More than 75 percent of primary care physicians in the United States who order or perform the fecal occult blood test (FOBT) as a screening option for colorectal cancer perform an in-office test rather than relying on the home-based test, even though the home-based test is more accurate, a study by the Centers for Disease Control and Prevention has found.
National guidelines recommend that FOBT testing be done with stool samples collected at home. Previous studies have shown that the in-office FOBT, in which a single stool sample is collected by a physician during a digital rectal examination, is ineffective because it misses 95 percent of cancers or polyps that may become cancer. The in-office test is not recommended for colorectal cancer screening.
The study, “Fecal Occult Blood Testing Beliefs and Practices of U.S. Primary Care Physicians: Serious Deviations from Evidence-Based Recommendations,” is published online by the Journal of General Internal Medicine at http://www.springerlink.com/content/p7q4n4114510574t/fulltext.pdf.
“Many primary care physicians continue to use inappropriate FOBT methods to screen for colorectal cancer, thereby missing the potential to save lives,” said Marion Nadel, Ph.D., health scientist in CDC’s Division of Cancer Prevention and Control, and lead author of the study. “FOBT is an important option for screening, but it must be implemented correctly. People who choose FOBT for screening should use high-sensitivity home tests on an annual basis and be sure to follow-up on any positive result.”
In this new study, researchers analyzed data from the 2006-2007 National Survey of Primary Care Physicians’ Recommendations and Practices for Cancer Screening conducted by the National Cancer Institute in collaboration with CDC and the Agency for Healthcare Research and Quality. The scientists looked at whether there has been improvement since 2000, when an earlier study revealed that many primary care physicians used inappropriate methods to implement FOBT.
The current survey included 1,134 primary care physicians who reported ordering or performing FOBT at least once per month. The researchers examined FOBT implementation practices and physicians’ beliefs about and use of the newer tests, the high-sensitivity guaiac-based FOBT and the fecal immunochemical tests. In the guaiac-based FOBT, the chemical guaiac is used to detect blood in the stool. In the fecal immunochemical tests, antibodies are used to detect blood in the stool.

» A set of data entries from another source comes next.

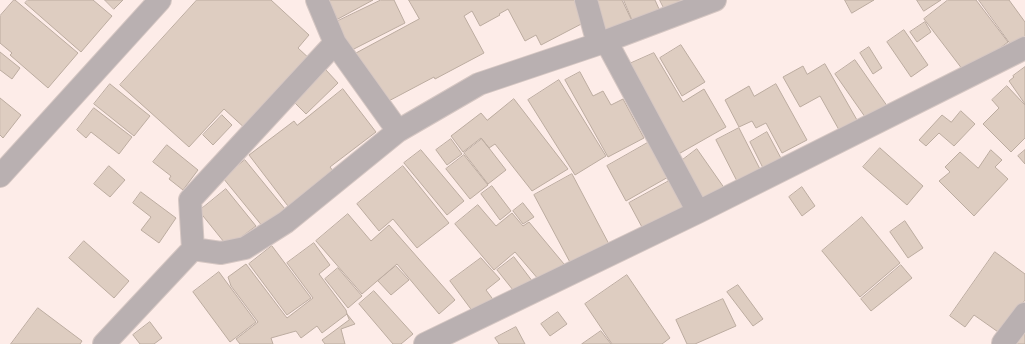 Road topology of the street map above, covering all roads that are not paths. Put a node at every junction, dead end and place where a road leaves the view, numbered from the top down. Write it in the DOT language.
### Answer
graph roads {
  1 [pos="160,0"];
  2 [pos="317,0"];
  3 [pos="586,0"];
  4 [pos="715,0"];
  5 [pos="602,42"];
  6 [pos="335,43"];
  7 [pos="1025,48"];
  8 [pos="398,131"];
  9 [pos="0,176"];
  10 [pos="698,212"];
  11 [pos="193,249"];
  12 [pos="1025,314"];
  13 [pos="104,344"];
  14 [pos="425,344"];
  15 [pos="1004,344"];
  1 -- 9 [label="street"];
  2 -- 6 [label="street"];
  3 -- 5 [label="street"];
  4 -- 5 [label="street"];
  5 -- 8 [label="street"];
  5 -- 10 [label="street"];
  6 -- 8 [label="street"];
  6 -- 11 [label="street"];
  7 -- 10 [label="street"];
  8 -- 11 [label="street"];
  10 -- 14 [label="street"];
  11 -- 13 [label="street"];
  12 -- 15 [label="street"];
} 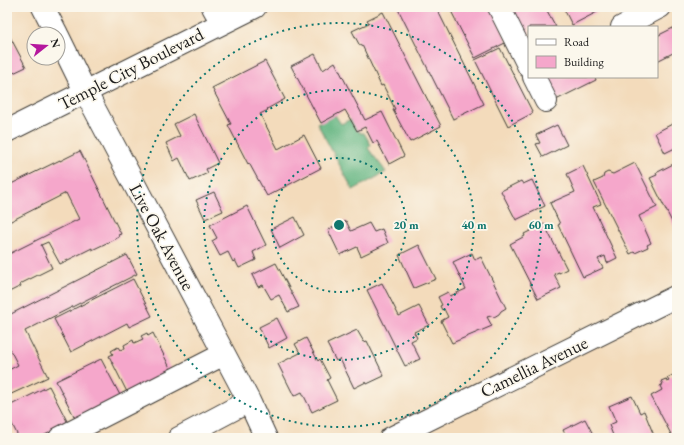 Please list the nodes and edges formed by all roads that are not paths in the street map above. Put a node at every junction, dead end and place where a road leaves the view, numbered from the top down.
1 (43, 7) edge
2 (255, 7) edge
3 (499, 7) edge
4 (660, 7) edge
5 (218, 15) edge
6 (52, 26) edge
7 (624, 26) edge
8 (66, 53) edge
9 (528, 66) edge
10 (534, 78) edge
11 (85, 91) junction
12 (546, 101) dead end
13 (7, 131) edge
14 (677, 296) edge
15 (224, 354) junction
16 (249, 401) junction
17 (60, 438) edge
18 (179, 438) edge
19 (266, 438) edge
20 (391, 438) edge

1 - 6 street, Live Oak Avenue
2 - 5 street, Temple City Boulevard
3 - 9 street
4 - 7 street
5 - 11 street, Temple City Boulevard
8 - 11 street, Live Oak Avenue
10 - 12 street
11 - 13 street, Temple City Boulevard
11 - 15 street, Live Oak Avenue
14 - 20 street, Camellia Avenue
15 - 16 street, Live Oak Avenue
15 - 17 street
16 - 18 street
16 - 19 street, Live Oak Avenue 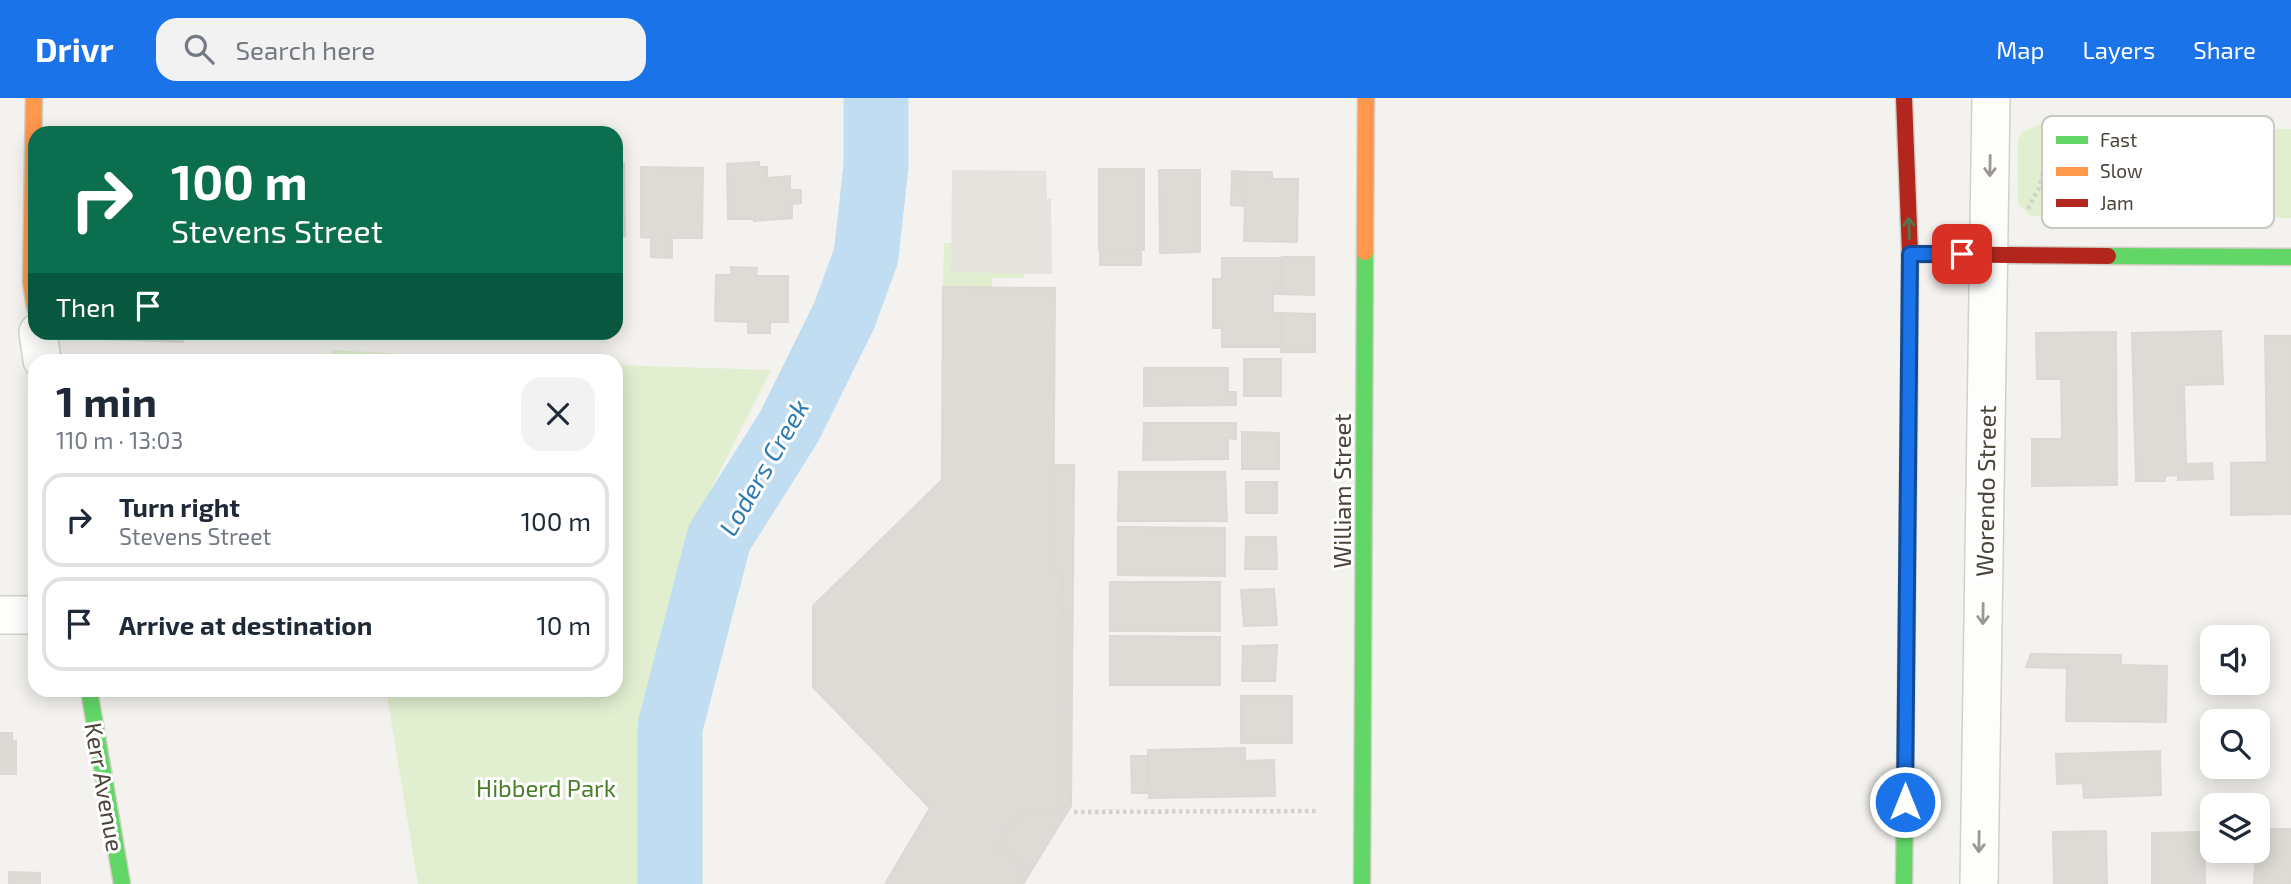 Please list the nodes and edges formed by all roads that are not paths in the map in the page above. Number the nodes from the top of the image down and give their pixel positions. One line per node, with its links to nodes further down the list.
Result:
1 (34, 98): 5 (street)
2 (1366, 98): 13 (street, William Street)
3 (1904, 98): 7 (street, one-way to 3)
4 (1991, 98): 6 (street, Worendo Street, one-way to 6)
5 (34, 126)
6 (1989, 253): 7 (street); 8 (street); 15 (street, Worendo Street, one-way to 15)
7 (1910, 254): 14 (street)
8 (2291, 257)
9 (0, 615): 10 (street)
10 (28, 615)
11 (90, 697): 12 (street, Kerr Avenue)
12 (122, 884)
13 (1362, 884)
14 (1904, 884)
15 (1979, 884)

Of the physicians who reported that they ordered or performed FOBT, 25 percent said they used in-office FOBT exclusively, and about 53 percent reported using both home and in-office tests. Also, 61 percent of primary care physicians used the standard guaiac-based FOBT, while use of the more sensitive guaiac-based test and the fecal immunochemical tests was significantly lower. The high-sensitivity tests are superior to the standard guaiac-based FOBT in detecting colorectal cancer and advanced lesions.
On a positive note, 93 percent of physicians reported using colonoscopy as a follow-up to a positive FOBT, as recommended in national guidelines.
Screening is recommended for adults aged 50 years and older. Those with a family or personal history of colorectal polyps or cancer, or inflammatory bowel disease, should speak with their physicians about whether to begin screening at an earlier age. Annual FOBT is one of several screening options recommended by the U.S. Preventive Services Task Force and the joint guidelines issued by the American Cancer Society, the U.S. Multi-Society Task Force on Colorectal Cancer, and the American College of Radiology. The other recommended screening tests are flexible sigmoidoscopy (every 5 years) and colonoscopy (every 10 years).
Recent reports show that most primary care physicians recommend FOBT, either alone or in addition to colonoscopy, to screen for colorectal cancer. FOBT is preferred by a significant number of adults. Moreover, it is relatively inexpensive and easily accessible, and often the only screening test available to people with insufficient insurance coverage or those who live in areas with limited high-quality endoscopic services.
The researchers noted that educational efforts are needed to inform physicians of the recommended practices for screening with FOBT and to raise awareness of the newer high-sensitivity stool tests. The authors also encourage efforts to promote the use of provider tracking and reminder systems to enhance FOBT test completion and follow-up care.
Colorectal cancer is the second leading cause of cancer deaths in the United States, after lung cancer. In 2006, more than 139,000 new cases of colorectal cancer were diagnosed and more than 53,000 people died from this disease. Screening tests can find precancerous polyps so they can be removed before they have a chance to turn into cancer, thus preventing the disease. In addition, screening can detect cancers at an early stage when treatment can be very effective.
CDC’s Colorectal Cancer Control Program funds 26 states and tribal organizations across the U.S. to increase rates of colorectal cancer screening among men and women 50 years of age and older through population-based approaches such as policy and health systems change, outreach, case management, and selective provision of direct screening services.